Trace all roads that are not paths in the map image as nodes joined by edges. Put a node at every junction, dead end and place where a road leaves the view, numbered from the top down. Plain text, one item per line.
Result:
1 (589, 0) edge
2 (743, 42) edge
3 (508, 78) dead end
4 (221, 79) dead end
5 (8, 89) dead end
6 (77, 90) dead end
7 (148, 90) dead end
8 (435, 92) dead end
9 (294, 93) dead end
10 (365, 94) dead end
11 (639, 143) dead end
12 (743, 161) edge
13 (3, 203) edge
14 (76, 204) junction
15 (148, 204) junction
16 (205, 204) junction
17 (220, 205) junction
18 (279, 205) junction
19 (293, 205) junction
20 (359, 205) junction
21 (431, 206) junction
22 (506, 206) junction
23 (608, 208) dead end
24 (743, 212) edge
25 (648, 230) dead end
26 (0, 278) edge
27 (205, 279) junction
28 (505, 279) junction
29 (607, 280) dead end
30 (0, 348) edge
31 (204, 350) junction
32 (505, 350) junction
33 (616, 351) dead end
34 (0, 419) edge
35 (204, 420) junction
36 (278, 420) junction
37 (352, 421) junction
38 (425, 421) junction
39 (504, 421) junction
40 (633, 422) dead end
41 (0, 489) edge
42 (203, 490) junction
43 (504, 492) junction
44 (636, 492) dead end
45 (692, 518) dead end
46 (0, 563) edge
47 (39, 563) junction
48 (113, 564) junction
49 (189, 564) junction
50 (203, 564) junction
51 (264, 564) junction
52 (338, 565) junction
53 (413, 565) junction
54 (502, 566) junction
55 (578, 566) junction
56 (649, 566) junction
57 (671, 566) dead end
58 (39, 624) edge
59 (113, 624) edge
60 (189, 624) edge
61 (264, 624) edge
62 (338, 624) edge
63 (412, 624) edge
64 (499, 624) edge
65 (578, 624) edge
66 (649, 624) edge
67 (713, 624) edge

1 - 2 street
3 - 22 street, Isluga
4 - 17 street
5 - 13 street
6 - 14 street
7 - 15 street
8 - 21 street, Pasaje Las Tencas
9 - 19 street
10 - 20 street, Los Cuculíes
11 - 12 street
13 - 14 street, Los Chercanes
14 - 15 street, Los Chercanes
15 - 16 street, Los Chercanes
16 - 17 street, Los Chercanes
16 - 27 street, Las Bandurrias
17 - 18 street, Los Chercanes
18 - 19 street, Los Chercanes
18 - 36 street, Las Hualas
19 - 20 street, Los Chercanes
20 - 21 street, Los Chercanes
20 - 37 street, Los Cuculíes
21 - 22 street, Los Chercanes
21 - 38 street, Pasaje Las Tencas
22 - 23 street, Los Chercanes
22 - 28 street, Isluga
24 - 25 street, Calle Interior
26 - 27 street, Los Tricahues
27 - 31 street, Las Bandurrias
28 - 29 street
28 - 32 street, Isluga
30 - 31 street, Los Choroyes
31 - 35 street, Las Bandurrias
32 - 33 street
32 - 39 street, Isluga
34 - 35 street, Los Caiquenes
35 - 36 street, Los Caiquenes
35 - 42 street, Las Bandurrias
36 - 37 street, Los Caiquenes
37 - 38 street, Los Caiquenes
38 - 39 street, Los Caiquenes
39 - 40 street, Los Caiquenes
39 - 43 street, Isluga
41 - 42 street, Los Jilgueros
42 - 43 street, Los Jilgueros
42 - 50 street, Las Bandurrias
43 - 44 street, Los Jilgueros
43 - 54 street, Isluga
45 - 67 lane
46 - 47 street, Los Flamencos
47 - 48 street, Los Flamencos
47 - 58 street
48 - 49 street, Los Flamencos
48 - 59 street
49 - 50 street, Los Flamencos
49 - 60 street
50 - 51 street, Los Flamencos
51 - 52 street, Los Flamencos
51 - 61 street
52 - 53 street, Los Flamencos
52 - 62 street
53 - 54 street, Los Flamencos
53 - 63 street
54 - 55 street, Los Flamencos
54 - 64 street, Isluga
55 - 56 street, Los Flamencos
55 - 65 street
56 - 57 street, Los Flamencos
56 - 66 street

--------

Reproduce all of the entries verbatim.

Trace all roads that are not paths in the map image as nodes joined by edges. Put a node at every junction, dead end and place where a road leaves the view, numbered from the top down. Plain text, one item per line.
Result:
1 (589, 0) edge
2 (743, 42) edge
3 (508, 78) dead end
4 (221, 79) dead end
5 (8, 89) dead end
6 (77, 90) dead end
7 (148, 90) dead end
8 (435, 92) dead end
9 (294, 93) dead end
10 (365, 94) dead end
11 (639, 143) dead end
12 (743, 161) edge
13 (3, 203) edge
14 (76, 204) junction
15 (148, 204) junction
16 (205, 204) junction
17 (220, 205) junction
18 (279, 205) junction
19 (293, 205) junction
20 (359, 205) junction
21 (431, 206) junction
22 (506, 206) junction
23 (608, 208) dead end
24 (743, 212) edge
25 (648, 230) dead end
26 (0, 278) edge
27 (205, 279) junction
28 (505, 279) junction
29 (607, 280) dead end
30 (0, 348) edge
31 (204, 350) junction
32 (505, 350) junction
33 (616, 351) dead end
34 (0, 419) edge
35 (204, 420) junction
36 (278, 420) junction
37 (352, 421) junction
38 (425, 421) junction
39 (504, 421) junction
40 (633, 422) dead end
41 (0, 489) edge
42 (203, 490) junction
43 (504, 492) junction
44 (636, 492) dead end
45 (692, 518) dead end
46 (0, 563) edge
47 (39, 563) junction
48 (113, 564) junction
49 (189, 564) junction
50 (203, 564) junction
51 (264, 564) junction
52 (338, 565) junction
53 (413, 565) junction
54 (502, 566) junction
55 (578, 566) junction
56 (649, 566) junction
57 (671, 566) dead end
58 (39, 624) edge
59 (113, 624) edge
60 (189, 624) edge
61 (264, 624) edge
62 (338, 624) edge
63 (412, 624) edge
64 (499, 624) edge
65 (578, 624) edge
66 (649, 624) edge
67 (713, 624) edge

1 - 2 street
3 - 22 street, Isluga
4 - 17 street
5 - 13 street
6 - 14 street
7 - 15 street
8 - 21 street, Pasaje Las Tencas
9 - 19 street
10 - 20 street, Los Cuculíes
11 - 12 street
13 - 14 street, Los Chercanes
14 - 15 street, Los Chercanes
15 - 16 street, Los Chercanes
16 - 17 street, Los Chercanes
16 - 27 street, Las Bandurrias
17 - 18 street, Los Chercanes
18 - 19 street, Los Chercanes
18 - 36 street, Las Hualas
19 - 20 street, Los Chercanes
20 - 21 street, Los Chercanes
20 - 37 street, Los Cuculíes
21 - 22 street, Los Chercanes
21 - 38 street, Pasaje Las Tencas
22 - 23 street, Los Chercanes
22 - 28 street, Isluga
24 - 25 street, Calle Interior
26 - 27 street, Los Tricahues
27 - 31 street, Las Bandurrias
28 - 29 street
28 - 32 street, Isluga
30 - 31 street, Los Choroyes
31 - 35 street, Las Bandurrias
32 - 33 street
32 - 39 street, Isluga
34 - 35 street, Los Caiquenes
35 - 36 street, Los Caiquenes
35 - 42 street, Las Bandurrias
36 - 37 street, Los Caiquenes
37 - 38 street, Los Caiquenes
38 - 39 street, Los Caiquenes
39 - 40 street, Los Caiquenes
39 - 43 street, Isluga
41 - 42 street, Los Jilgueros
42 - 43 street, Los Jilgueros
42 - 50 street, Las Bandurrias
43 - 44 street, Los Jilgueros
43 - 54 street, Isluga
45 - 67 lane
46 - 47 street, Los Flamencos
47 - 48 street, Los Flamencos
47 - 58 street
48 - 49 street, Los Flamencos
48 - 59 street
49 - 50 street, Los Flamencos
49 - 60 street
50 - 51 street, Los Flamencos
51 - 52 street, Los Flamencos
51 - 61 street
52 - 53 street, Los Flamencos
52 - 62 street
53 - 54 street, Los Flamencos
53 - 63 street
54 - 55 street, Los Flamencos
54 - 64 street, Isluga
55 - 56 street, Los Flamencos
55 - 65 street
56 - 57 street, Los Flamencos
56 - 66 street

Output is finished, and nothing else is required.